Your job is to retype all of the data word for word, leaving every image out.

☆ ☆ ☆

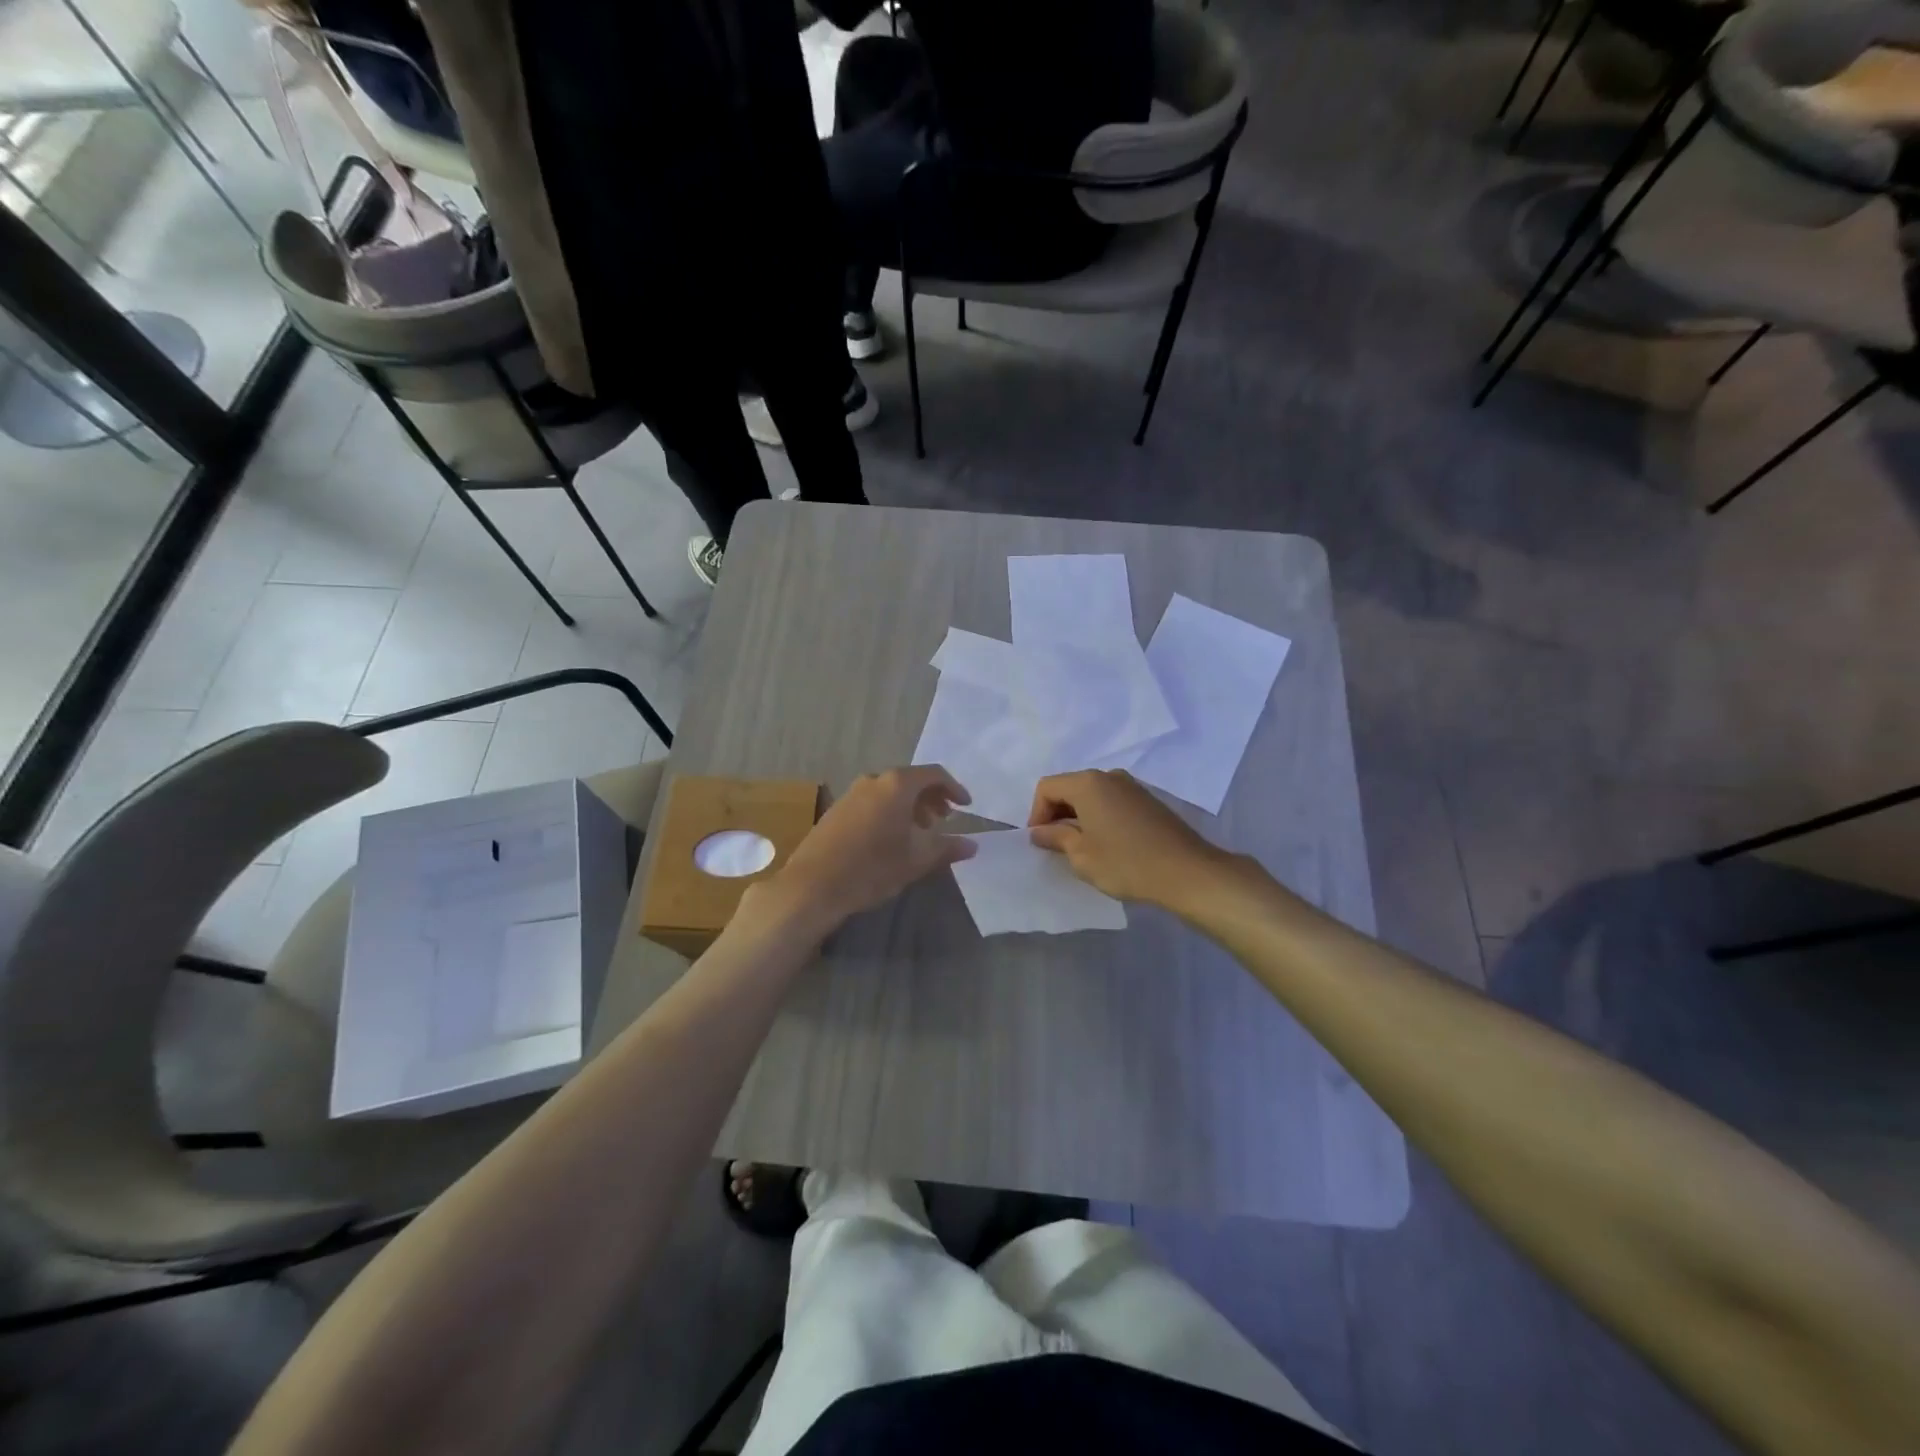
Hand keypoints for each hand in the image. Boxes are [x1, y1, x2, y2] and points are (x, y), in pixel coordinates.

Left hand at [758, 766, 975, 933]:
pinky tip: (890, 839)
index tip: (965, 807)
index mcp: (896, 785)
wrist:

☆ ☆ ☆

◆ SOLVED PROBLEM:
Hand keypoints for each hand in the image. Boxes are [x1, y1, x2, y2] and points are (x, y), in pixel coordinates.

Left hand at [758, 766, 975, 933]:
pinky tip: (890, 839)
index tip: (965, 807)
index mcp: (896, 785)
wrist:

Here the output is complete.